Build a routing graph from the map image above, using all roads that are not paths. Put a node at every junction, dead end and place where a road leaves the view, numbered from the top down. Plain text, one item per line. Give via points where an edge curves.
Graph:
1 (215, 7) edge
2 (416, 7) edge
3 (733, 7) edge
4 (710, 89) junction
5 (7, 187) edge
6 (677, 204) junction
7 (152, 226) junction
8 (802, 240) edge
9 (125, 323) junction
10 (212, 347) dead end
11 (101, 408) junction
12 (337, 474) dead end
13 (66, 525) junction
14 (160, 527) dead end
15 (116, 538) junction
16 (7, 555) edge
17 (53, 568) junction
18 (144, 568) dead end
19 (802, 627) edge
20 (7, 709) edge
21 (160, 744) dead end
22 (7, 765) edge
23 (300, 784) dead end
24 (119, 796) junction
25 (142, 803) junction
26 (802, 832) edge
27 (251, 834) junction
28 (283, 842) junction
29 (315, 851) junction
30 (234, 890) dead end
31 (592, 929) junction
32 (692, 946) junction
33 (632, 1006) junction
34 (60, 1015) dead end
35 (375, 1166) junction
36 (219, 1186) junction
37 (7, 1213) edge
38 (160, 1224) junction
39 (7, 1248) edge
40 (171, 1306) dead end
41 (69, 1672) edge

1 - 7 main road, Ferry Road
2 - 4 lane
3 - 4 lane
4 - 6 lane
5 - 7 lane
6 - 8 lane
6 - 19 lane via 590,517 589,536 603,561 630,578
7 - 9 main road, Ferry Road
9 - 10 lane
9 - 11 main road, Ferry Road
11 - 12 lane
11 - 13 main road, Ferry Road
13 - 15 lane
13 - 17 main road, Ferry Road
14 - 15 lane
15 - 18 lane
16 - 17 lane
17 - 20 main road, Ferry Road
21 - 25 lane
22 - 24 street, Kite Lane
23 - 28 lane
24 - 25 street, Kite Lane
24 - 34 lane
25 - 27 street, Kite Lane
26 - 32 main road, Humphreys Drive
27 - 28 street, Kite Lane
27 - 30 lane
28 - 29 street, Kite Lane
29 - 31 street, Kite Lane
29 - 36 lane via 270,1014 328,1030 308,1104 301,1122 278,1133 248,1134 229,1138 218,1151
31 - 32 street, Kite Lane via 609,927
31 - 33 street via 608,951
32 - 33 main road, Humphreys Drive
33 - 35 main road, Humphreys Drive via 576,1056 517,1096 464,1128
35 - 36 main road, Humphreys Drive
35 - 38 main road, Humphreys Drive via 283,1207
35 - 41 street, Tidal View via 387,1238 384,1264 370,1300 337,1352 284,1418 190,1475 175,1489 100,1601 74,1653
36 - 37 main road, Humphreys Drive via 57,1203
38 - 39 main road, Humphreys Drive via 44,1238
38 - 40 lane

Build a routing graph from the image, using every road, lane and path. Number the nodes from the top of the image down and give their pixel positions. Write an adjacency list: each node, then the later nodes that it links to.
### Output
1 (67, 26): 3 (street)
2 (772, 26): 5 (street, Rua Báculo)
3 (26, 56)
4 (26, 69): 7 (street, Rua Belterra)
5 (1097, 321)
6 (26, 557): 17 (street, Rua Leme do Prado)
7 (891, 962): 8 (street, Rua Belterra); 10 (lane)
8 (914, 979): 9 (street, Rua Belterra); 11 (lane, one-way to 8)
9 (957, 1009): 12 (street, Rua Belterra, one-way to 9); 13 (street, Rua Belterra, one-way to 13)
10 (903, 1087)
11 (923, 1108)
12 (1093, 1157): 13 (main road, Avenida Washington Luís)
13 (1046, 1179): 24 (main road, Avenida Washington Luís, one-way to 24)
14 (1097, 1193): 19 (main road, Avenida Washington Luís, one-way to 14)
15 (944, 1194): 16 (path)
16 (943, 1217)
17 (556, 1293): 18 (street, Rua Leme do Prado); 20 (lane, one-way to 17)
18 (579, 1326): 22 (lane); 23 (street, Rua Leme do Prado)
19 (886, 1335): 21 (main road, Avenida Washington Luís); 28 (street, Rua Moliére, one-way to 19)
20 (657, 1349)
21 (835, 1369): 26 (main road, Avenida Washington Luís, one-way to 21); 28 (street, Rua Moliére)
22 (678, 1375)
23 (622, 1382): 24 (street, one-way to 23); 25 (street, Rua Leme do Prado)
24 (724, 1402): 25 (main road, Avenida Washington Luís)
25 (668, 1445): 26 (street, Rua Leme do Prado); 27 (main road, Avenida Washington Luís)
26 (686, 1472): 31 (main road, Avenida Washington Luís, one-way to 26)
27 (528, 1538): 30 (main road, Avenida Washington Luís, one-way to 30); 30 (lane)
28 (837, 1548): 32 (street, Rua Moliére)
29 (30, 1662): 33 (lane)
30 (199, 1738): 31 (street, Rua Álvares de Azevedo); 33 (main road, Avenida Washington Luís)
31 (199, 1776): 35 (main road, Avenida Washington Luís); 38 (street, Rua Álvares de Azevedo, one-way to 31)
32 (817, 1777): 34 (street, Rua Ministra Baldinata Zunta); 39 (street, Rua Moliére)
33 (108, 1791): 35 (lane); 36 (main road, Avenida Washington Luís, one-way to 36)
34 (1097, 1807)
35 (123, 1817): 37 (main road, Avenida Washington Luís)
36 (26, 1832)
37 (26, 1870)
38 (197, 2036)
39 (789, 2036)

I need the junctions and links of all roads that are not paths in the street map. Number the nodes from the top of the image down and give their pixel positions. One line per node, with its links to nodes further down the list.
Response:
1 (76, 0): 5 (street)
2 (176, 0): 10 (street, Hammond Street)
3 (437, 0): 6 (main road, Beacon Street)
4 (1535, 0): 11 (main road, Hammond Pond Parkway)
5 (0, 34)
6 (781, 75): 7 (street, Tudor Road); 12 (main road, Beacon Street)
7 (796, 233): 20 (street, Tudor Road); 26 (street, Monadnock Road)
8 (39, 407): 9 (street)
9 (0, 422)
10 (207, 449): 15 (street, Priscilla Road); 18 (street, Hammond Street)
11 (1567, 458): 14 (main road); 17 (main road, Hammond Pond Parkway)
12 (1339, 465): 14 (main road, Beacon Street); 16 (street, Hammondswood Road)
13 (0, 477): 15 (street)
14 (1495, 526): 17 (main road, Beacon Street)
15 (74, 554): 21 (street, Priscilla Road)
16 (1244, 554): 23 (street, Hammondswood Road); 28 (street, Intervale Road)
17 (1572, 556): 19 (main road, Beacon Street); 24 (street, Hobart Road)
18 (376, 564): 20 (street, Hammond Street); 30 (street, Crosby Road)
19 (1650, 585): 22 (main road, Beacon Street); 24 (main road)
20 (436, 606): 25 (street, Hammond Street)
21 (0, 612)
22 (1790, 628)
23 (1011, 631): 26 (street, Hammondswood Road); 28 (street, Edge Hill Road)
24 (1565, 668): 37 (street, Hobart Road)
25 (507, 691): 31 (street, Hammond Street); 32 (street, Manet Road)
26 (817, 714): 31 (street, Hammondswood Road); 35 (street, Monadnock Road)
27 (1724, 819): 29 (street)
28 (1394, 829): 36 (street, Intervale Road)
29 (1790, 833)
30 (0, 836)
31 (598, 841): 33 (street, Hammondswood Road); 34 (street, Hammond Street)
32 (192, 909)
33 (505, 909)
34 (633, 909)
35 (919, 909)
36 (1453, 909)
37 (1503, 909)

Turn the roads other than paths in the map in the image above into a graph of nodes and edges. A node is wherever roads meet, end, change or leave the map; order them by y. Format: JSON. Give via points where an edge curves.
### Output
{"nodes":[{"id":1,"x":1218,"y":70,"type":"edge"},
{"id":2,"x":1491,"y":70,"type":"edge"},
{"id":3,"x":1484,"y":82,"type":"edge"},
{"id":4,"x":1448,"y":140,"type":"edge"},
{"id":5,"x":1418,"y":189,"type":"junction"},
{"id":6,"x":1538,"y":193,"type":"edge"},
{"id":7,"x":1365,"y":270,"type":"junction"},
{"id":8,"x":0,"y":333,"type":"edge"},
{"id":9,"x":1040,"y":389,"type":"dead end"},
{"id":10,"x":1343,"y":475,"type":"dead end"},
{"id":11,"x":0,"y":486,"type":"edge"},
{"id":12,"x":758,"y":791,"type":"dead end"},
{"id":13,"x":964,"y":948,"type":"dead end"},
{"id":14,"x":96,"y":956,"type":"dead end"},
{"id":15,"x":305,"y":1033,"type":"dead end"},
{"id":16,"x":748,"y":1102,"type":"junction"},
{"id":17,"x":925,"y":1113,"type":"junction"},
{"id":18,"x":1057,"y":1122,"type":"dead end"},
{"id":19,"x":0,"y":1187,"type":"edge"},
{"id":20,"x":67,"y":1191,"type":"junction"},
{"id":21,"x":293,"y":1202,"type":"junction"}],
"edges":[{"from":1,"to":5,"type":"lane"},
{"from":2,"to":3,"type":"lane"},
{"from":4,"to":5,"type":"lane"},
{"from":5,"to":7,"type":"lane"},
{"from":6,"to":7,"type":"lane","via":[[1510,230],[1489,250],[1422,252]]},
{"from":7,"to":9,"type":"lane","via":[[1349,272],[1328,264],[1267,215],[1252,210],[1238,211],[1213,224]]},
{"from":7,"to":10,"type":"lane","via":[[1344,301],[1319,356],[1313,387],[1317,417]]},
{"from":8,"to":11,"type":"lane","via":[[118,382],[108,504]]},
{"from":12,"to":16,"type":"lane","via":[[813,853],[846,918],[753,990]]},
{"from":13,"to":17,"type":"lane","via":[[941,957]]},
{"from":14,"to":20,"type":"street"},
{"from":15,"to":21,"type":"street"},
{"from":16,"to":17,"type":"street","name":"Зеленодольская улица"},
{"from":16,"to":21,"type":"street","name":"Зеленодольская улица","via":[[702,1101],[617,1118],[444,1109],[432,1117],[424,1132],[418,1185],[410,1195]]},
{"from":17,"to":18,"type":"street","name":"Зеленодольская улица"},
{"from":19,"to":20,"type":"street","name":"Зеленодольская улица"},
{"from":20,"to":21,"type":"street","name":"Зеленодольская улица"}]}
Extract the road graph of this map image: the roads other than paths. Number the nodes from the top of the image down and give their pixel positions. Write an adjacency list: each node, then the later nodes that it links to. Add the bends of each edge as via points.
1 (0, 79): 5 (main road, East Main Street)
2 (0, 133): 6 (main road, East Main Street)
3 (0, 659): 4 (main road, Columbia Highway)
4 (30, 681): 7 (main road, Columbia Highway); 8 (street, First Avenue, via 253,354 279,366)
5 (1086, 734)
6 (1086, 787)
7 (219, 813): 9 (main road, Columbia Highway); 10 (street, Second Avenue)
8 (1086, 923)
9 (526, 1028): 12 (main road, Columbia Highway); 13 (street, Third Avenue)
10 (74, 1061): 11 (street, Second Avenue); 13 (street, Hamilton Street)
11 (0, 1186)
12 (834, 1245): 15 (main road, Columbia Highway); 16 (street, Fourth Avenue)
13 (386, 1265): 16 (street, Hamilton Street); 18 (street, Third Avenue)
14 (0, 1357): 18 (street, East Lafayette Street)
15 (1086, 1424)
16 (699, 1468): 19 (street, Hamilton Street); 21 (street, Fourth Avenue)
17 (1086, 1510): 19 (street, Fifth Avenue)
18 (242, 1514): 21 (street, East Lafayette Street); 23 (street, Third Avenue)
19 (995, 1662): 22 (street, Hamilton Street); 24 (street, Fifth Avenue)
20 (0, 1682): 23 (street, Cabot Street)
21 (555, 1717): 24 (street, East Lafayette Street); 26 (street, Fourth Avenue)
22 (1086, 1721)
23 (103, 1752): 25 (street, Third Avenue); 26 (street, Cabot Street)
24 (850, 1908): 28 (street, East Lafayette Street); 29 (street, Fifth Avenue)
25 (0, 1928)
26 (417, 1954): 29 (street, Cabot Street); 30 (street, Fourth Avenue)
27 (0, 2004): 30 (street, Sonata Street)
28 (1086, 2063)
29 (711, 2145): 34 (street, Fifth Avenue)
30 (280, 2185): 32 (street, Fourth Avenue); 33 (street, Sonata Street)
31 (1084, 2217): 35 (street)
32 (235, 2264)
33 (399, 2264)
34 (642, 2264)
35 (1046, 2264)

YOUR ASSIGNMENT
Find each line in the material above that carries the string "Intervale", and copy it.

WRITTEN RESPONSE
16 (1244, 554): 23 (street, Hammondswood Road); 28 (street, Intervale Road)
28 (1394, 829): 36 (street, Intervale Road)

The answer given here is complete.